> **BRIEF**
Copy every line in the listing that contains "meet".

> **ENTRIES SUPPLIED**

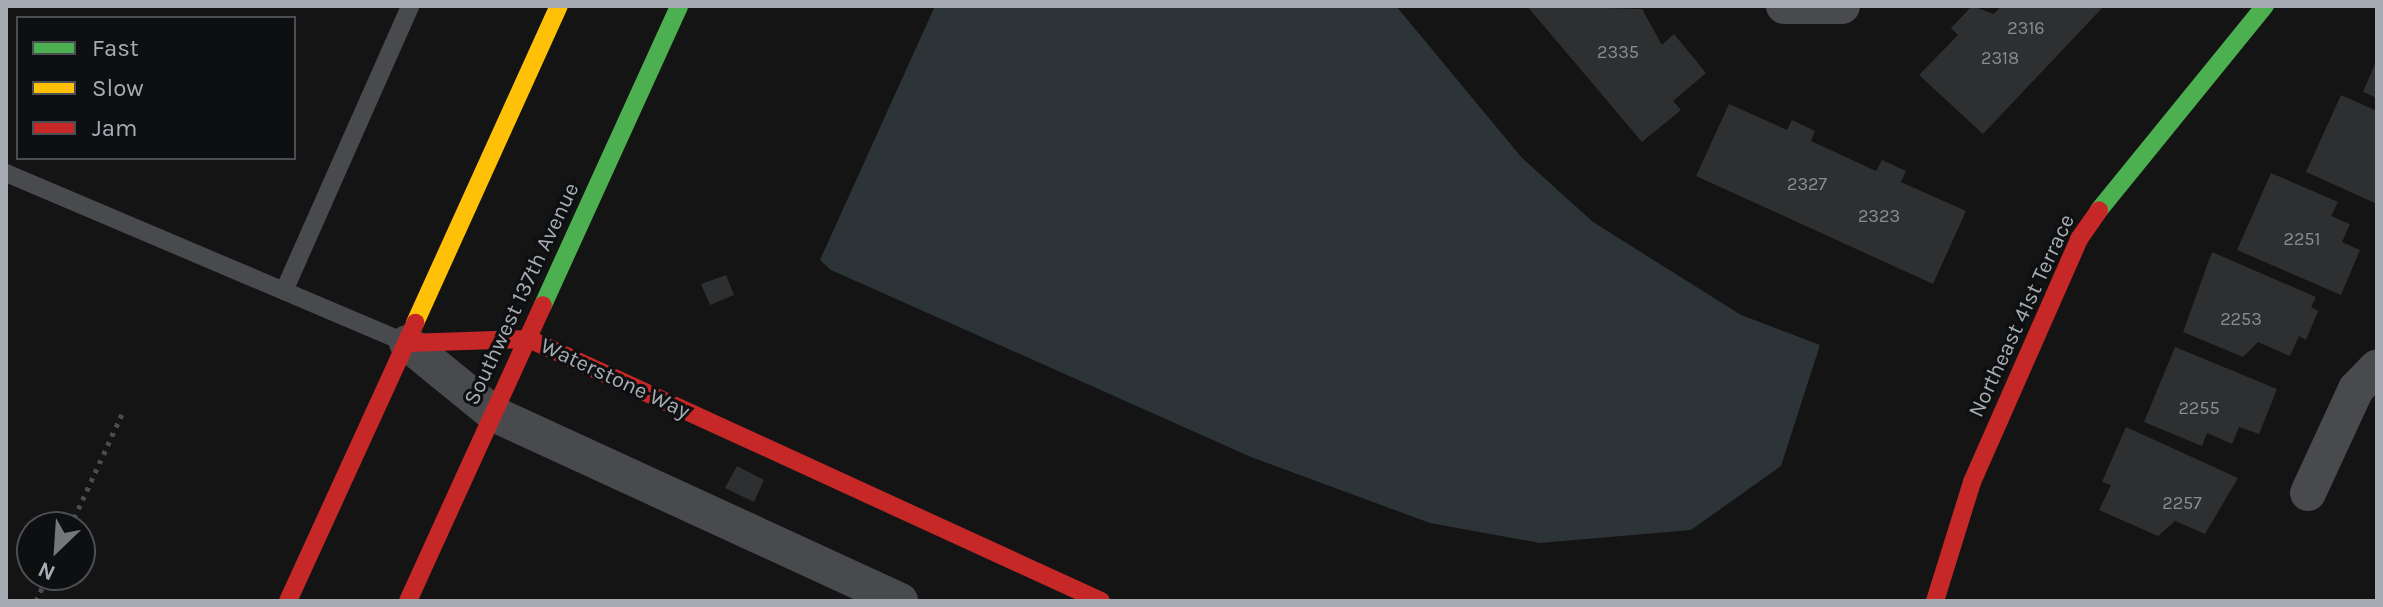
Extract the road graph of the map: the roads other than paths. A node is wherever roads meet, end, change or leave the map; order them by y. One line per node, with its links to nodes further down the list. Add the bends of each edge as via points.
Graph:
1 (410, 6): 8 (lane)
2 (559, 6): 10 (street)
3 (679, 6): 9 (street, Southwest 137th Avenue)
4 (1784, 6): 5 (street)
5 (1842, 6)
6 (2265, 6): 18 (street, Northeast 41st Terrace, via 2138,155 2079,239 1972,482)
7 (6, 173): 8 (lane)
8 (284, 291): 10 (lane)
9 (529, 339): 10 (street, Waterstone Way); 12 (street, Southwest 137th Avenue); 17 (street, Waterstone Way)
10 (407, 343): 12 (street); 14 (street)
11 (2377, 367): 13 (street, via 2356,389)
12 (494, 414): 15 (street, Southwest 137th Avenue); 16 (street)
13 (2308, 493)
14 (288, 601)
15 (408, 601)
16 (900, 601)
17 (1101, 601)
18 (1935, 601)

---

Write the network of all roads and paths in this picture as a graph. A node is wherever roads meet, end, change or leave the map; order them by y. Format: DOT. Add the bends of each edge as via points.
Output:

==

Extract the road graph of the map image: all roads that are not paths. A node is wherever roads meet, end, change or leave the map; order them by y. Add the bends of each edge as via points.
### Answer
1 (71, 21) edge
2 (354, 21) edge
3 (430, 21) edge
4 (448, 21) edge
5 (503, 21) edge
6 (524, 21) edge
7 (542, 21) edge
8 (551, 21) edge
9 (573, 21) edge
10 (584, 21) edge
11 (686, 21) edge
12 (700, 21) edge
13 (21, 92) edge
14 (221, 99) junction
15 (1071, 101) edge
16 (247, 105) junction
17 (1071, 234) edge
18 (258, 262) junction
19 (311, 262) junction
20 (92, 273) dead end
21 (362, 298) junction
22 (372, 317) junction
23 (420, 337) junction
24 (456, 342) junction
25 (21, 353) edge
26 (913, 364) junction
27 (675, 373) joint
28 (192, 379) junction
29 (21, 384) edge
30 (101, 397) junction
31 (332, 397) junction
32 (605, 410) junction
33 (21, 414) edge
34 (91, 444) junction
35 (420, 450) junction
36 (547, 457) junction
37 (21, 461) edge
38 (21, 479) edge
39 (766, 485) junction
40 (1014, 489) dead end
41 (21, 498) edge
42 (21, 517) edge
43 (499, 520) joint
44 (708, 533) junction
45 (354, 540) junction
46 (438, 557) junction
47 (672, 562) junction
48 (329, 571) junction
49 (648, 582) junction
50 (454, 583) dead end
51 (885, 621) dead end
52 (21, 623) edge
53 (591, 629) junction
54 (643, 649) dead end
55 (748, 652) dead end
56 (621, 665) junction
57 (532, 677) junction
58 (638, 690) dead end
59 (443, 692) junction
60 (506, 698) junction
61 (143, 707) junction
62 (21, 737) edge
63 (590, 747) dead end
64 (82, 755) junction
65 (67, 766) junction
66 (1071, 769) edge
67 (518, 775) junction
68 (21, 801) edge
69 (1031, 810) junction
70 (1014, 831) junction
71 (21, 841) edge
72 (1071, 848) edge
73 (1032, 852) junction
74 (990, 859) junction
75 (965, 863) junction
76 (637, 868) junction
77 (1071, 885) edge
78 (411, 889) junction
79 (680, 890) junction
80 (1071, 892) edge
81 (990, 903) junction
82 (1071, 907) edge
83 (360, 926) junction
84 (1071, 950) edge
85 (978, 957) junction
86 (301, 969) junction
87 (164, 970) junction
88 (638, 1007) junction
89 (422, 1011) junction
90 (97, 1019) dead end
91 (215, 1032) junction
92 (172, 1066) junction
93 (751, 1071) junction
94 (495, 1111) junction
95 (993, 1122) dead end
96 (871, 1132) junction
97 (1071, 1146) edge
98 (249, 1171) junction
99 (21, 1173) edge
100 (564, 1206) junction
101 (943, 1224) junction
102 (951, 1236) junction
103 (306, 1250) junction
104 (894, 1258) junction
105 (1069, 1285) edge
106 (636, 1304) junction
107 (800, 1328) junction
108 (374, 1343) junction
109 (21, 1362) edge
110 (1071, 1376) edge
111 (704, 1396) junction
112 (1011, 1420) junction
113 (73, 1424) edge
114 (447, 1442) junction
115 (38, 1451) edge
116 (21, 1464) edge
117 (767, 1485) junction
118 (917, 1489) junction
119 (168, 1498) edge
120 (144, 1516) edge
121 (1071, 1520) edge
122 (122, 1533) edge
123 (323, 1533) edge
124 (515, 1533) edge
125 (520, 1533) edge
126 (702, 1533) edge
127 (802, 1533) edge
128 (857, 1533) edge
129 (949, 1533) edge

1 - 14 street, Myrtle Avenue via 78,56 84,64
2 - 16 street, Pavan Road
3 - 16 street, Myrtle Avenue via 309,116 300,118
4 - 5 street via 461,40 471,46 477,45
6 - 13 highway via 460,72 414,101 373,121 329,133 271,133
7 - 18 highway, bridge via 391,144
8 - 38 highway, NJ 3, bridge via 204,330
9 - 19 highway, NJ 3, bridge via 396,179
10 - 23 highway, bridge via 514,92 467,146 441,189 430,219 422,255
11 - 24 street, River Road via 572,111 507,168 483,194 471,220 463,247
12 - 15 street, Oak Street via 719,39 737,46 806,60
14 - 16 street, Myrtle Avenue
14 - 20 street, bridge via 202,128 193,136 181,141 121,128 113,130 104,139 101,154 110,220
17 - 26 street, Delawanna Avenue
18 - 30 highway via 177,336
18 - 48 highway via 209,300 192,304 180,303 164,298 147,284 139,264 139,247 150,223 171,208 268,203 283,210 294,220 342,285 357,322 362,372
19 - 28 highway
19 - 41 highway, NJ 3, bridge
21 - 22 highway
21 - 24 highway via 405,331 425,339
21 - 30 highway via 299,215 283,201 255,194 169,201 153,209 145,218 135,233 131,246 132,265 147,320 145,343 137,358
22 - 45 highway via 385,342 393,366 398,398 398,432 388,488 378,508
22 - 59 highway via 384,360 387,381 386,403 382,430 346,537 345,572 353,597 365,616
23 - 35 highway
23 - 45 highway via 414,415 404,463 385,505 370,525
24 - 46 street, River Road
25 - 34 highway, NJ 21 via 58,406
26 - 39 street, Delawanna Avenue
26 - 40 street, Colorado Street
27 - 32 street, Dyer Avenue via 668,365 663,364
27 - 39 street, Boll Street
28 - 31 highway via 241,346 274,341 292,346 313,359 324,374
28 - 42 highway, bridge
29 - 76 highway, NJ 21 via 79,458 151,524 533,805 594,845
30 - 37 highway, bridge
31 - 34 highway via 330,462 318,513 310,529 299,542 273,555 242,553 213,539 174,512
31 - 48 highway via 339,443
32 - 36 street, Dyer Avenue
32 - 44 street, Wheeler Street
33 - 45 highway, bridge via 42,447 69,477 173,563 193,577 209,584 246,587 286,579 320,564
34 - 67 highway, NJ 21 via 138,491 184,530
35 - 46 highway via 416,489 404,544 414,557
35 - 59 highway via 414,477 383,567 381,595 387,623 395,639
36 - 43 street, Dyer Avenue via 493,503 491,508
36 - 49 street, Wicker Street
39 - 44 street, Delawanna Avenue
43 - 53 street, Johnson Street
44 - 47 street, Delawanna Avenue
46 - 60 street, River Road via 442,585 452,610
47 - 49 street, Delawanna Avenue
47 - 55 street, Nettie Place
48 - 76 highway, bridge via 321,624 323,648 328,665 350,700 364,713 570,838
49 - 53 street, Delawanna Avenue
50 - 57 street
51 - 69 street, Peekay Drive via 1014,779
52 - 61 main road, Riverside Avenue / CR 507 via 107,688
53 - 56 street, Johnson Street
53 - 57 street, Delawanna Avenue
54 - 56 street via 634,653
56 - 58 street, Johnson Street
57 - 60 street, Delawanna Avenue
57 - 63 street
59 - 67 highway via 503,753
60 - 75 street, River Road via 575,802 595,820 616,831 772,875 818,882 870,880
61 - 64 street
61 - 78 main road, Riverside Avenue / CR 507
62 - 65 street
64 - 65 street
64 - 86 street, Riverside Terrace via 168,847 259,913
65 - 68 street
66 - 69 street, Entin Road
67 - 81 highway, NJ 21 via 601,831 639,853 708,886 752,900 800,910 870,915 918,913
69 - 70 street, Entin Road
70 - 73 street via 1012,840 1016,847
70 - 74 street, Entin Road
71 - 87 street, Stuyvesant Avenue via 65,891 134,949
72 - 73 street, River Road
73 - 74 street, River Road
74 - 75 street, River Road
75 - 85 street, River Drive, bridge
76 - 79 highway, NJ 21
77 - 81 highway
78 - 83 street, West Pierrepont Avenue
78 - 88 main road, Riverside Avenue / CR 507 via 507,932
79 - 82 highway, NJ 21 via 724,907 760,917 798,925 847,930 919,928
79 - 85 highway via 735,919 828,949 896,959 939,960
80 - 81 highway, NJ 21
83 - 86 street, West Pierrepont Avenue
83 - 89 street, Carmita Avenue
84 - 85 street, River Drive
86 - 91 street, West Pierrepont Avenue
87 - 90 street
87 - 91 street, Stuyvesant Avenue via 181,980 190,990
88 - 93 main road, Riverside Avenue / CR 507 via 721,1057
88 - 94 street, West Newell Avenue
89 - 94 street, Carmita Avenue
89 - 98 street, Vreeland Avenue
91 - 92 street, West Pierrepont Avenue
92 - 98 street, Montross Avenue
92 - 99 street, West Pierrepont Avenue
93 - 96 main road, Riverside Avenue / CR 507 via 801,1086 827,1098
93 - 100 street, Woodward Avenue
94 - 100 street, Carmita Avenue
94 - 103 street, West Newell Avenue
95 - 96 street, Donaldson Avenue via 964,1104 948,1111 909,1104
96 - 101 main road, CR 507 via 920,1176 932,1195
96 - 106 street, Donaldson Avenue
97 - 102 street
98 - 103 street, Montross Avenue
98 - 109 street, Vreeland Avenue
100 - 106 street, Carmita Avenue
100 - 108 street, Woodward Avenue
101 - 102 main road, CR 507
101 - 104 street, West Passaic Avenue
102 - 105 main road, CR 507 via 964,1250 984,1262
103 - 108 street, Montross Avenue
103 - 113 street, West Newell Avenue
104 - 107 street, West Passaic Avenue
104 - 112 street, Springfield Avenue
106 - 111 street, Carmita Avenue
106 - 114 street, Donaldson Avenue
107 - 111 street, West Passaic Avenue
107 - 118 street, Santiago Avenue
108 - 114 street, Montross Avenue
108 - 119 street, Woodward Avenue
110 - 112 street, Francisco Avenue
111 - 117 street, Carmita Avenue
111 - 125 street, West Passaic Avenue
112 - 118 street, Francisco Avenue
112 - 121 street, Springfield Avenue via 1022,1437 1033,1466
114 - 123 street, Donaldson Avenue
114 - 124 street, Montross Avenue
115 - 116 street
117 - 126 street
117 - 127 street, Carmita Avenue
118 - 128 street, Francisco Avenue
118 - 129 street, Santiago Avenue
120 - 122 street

> **REPLY TO THE EXERCISE**
Extract the road graph of the map: the roads other than paths. A node is wherever roads meet, end, change or leave the map; order them by y. One line per node, with its links to nodes further down the list. Add the bends of each edge as via points.
Write the network of all roads and paths in this picture as a graph. A node is wherever roads meet, end, change or leave the map; order them by y. Format: DOT. Add the bends of each edge as via points.
Extract the road graph of the map image: all roads that are not paths. A node is wherever roads meet, end, change or leave the map; order them by y. Add the bends of each edge as via points.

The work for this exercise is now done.